The man who bloodied a young white man

03 Mar, 2017 - 00:03 0 Views
The man who bloodied a young white man Cde Gilbert Nyanhongo a.k.a Collins Batsirai

The ManicaPost

Freedom Mutanda and Sifelani Tonje Post Correspondents
FROM Mutasa District came an intriguing tale which vacillated between the spirit realm and the real physical world.

African realism intimates that the dead can come and protect the living. During the Second Chimurenga, some freedom fighters perished, but this harrowing yarn saw a dead comrade coming in to help a living comrade who was under siege.

Bruce Nyanhongo brutally talks about his life in the 1960s in the black township of Sakubva, one of the oldest African suburbs in the country in the same breath with Rimuka, Makokoba, Mbare or Mucheke among others. His nom de guerre is Cde Collins Batsirai.

First, we start with the readers’ feedback:

Cde Mhuta from Buhera, says: ‘‘Mutorwa’s story is touching.’’ He is supported by Mercy Hazvineyi from Mudzi who salutes the role played by traditional leaders during the war.

Cde Maziriri from Chibuwe urged the two writers to keep the guns blazing and Lloyd Mapepa said Mutorwa was a hero who has remained human and humble.

Tawanda Mhlanga from Dangamvura, Mutare, has this to say: ‘‘Cde Machuwaire’s narration of the Ngaone Protected Village attack was great.
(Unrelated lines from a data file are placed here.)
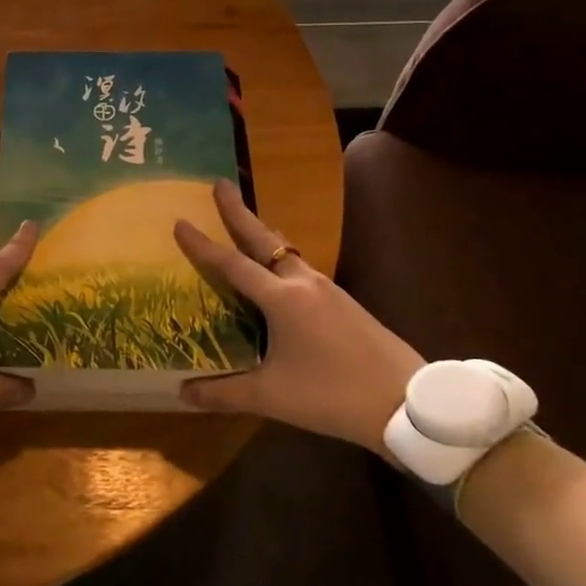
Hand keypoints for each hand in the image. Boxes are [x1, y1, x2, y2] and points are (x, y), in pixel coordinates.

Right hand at [173, 180, 424, 456]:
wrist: (405, 402)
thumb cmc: (331, 394)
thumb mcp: (272, 396)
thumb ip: (224, 393)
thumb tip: (182, 393)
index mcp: (281, 298)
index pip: (232, 264)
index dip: (202, 244)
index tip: (180, 221)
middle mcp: (303, 282)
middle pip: (264, 239)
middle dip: (239, 211)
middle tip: (220, 184)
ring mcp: (327, 288)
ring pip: (287, 251)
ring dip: (263, 234)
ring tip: (246, 224)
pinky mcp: (344, 301)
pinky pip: (302, 268)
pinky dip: (281, 259)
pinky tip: (279, 274)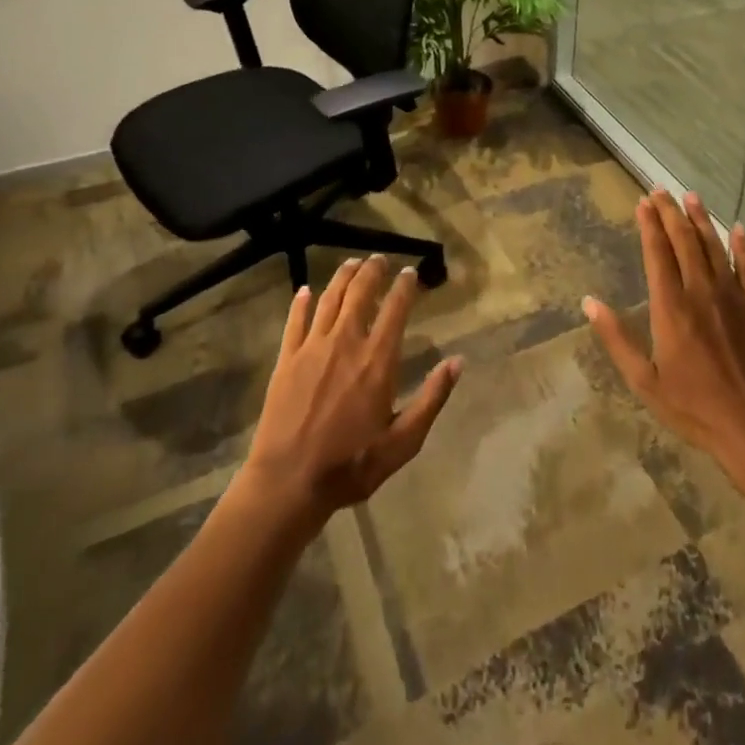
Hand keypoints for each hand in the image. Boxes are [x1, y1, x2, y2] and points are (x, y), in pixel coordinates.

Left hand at [240, 256, 462, 519]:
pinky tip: (304, 290)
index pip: (396, 308)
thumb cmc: (351, 465)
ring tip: (352, 263)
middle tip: (380, 259)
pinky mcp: (286, 359)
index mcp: (378, 360)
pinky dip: (301, 302)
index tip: (410, 272)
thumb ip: (432, 398)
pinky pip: (295, 320)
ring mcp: (312, 348)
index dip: (405, 285)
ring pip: (330, 298)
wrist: (288, 484)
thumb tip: (458, 362)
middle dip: (373, 271)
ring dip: (343, 277)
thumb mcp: (403, 441)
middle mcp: (346, 342)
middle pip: (361, 292)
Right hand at [584, 190, 744, 490]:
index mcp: (671, 307)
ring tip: (690, 196)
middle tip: (660, 190)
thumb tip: (589, 302)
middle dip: (671, 213)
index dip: (649, 225)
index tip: (642, 202)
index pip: (657, 253)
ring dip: (701, 219)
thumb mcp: (645, 381)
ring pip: (714, 247)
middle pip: (684, 241)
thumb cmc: (695, 408)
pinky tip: (738, 229)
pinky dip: (742, 246)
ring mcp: (732, 296)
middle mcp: (701, 291)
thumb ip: (617, 338)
The Smith regime had realised the power of the masses. We can learn a lot from that. During the war, the povo supported the cause. Nowadays, we have the masses who do not want to listen to the leaders. Secondly, the traditional leadership was at the forefront of supporting and asking spiritual guidance to vanamukoma. This generation shuns anything traditional, claiming it to be satanic. But we won the war due to their guidance and advice.

‘‘Imagine the Rhodesian soldiers spending the whole night firing at spooks thinking that they were vanamukoma. Lastly, Cde Machuwaire has shown real patriotism by having both pre and post independence Zimbabwe historical narratives that were related with humility and dedication anchored on discipline like a true son of the soil.’’

We thank the contributors. Now, we go to Cde Batsirai’s story which reads like a stranger than fiction story.

I was born in the roaring sixties (1960). My father was a cook at the then Umtali Boys’ High School. Those days, it was a rare opportunity for a black man to work within the vicinity of the whites. It was a tale of two suburbs-Sakubva and Greenside-because of the vicious regime which wanted Africans not to live ‘‘the Rhodesian way of life (Reginald Austin,1975.)

Whites had perceptions that all Africans belonged to a village; thus, low income Africans were immoral and unclean (Mpofu,2010.) Growing up in the ghetto had its own excitement, fears, dangers and vicissitudes. One could see the stark difference between where the Africans lived and the bourgeois grandiose residences. There were well maintained houses, manicured lawns, sweet flower fragrances and neatly cut hedges which showed a hegemonic disposition as compared to Nyausunzi and Chisamba Singles where families stayed in one rooms.

Some cynics said for the African, sex became a commodity, for couples staying in the same room making it impossible to make love when their children were awake. However, the white man had all the rooms he wanted.

I must skip some years of my life and go to 2008, the year when almost everything went wrong in my life, the year when I realised that supernatural powers can avert disaster.

A burning comrade along with nine others came to my rescue after the enemy of the people in collaboration with a traditional leader came to my house expecting to kill me. My children asked me who he was and I told them it was a comrade we had shared daytime stories during the struggle. He came right on time; I would have been murdered because of the political upheavals at the time.

When I talk about a burning comrade, I mean a spook alongside nine other spooks that were visible to my children. In 2008, a village head conspired with my enemies to kill me for political reasons.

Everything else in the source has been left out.